Sarah muss seit sieben Jahren damit Leben, dass ihr Mann Philipp auf einer Geschäftsreise in Südamerika spurlos verschwunden ist. Seitdem ist sie alleine für den inzwischen 8jährigen Sohn Leo verantwortlich. Gerade als sie bereit ist, mit der Vergangenheit abzuschließen und nach vorne zu sehen, erfährt sie, dass Philipp wieder aufgetaucht ist. Am Flughafen steht aber ein fremder Mann, der sich für Philipp ausgibt. Ist sie die Einzige, die diese Täuschung erkennt? Was hat der Fremde vor?

So fand ich’s:

Es ist mir schon lange nicht mehr passiert, dass ich nicht wusste, wie ich meine Meinung zu einem Buch in Worte fassen soll. Doch „Die Wahrheit“ machte es mir nicht leicht, es zu bewerten und ich kann kein eindeutiges Fazit ziehen.

Der Schreibstil gefiel mir ausgezeichnet. Man war total im Kopf von Sarah und hautnah in der Geschichte drin. Da man auch nur das wusste, was die Protagonistin Sarah wusste, entstanden bei uns Lesern einige Informationslücken, die sich im Laufe der Zeit größtenteils geschlossen haben, aber ganz anders, als erwartet. Die Autorin spielte mit der Sprache und unterstützte damit die Atmosphäre, die durch die beschriebene Situation sowieso schon entstanden war.

Ich musste mir aus kleinen Puzzlestückchen meinen Eindruck zusammen basteln, vieles wurde nur angedeutet, wieder verändert, und blieb in der Schwebe. Irgendwann war man darauf vorbereitet, dass nicht alles so war, wie es anfangs schien und stellte alles in Zweifel. Von der Autorin mit Täuschungen, verschwiegenen Informationen, Fehlinterpretationen der Akteure und versteckten Motiven durch das Buch geführt zu werden, war ziemlich spannend. Insofern passte der Titel des Buches hervorragend, denn ich konnte bis zum Schluss nicht sagen, was Wahrheit war und was nicht.
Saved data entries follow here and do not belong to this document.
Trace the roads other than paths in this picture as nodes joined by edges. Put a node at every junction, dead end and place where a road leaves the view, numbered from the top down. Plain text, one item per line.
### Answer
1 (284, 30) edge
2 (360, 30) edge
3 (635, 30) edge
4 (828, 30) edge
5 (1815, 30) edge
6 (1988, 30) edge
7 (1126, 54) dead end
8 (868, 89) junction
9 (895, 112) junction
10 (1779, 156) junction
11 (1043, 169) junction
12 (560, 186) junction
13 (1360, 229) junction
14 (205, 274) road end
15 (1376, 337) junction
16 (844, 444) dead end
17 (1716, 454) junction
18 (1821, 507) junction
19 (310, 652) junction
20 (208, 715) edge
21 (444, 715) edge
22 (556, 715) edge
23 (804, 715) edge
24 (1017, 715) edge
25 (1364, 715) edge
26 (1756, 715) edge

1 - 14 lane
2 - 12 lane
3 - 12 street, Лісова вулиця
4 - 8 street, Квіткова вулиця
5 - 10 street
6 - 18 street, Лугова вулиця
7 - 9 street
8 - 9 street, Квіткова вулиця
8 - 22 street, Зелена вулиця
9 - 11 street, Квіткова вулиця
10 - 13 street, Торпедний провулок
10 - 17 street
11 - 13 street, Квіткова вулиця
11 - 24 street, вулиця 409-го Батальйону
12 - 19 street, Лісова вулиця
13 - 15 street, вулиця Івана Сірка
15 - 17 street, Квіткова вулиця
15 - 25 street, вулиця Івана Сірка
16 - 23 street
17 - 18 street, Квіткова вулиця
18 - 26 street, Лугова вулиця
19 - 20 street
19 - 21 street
Das Buch bot nicht unbedingt viel Action, sondern mehr Innenansichten, Überlegungen und Psychospielchen, weniger harte Fakten als individuell eingefärbte Wahrnehmungen und Gefühle. Mir persönlich hat das ziemlich gut gefallen.

Allerdings fand ich Sarahs Verhalten oft nicht nachvollziehbar, unlogisch von Anfang an, geprägt von hysterischer Panik, obwohl sie von sich selbst glaubt, sie sei taff. Auch die Motivation des Fremden, ihres Gegenspielers, war in meinen Augen ziemlich zweifelhaft. Ich habe mich bei beiden häufiger gefragt, wieso sie sich so benehmen, wie sie es tun. Es schien mir nicht immer zwangsläufig die einzig vernünftige Verhaltensweise, die sie am Ende in Schwierigkeiten brachte, sondern die Begründung für ihr Handeln musste ich mir selbst zusammenreimen – was nicht immer gelang. Man wollte besonders Sarah zurufen, schalte Dein Gehirn ein und mach dieses oder jenes. Und die Grübelei, wieso sie das tut oder lässt, hat mir einen Teil des Lesespaßes verdorben, weil ich es nicht nachvollziehen konnte. Dass vieles davon später doch begründet wurde, hat mir im Moment des Lesens nicht geholfen, die Verwunderung und Irritation war da und blieb.

Die Auflösung war überraschend, aber für meinen Geschmack ebenfalls enttäuschend und zu weit hergeholt.

So bleibt unterm Strich ein Buch, das mit Protagonisten aufwartet, deren Verhalten ich als unlogisch und oft nicht anvollziehbar empfand in einer Geschichte, die sehr gekonnt und geschickt erzählt war. Es hat mich gut unterhalten und gleichzeitig habe ich mich darüber geärgert. Wer sich auf die Verwirrstory einlassen kann und einfach abwartet, was passiert, der wird dieses Buch sicher mehr mögen als ich es getan habe.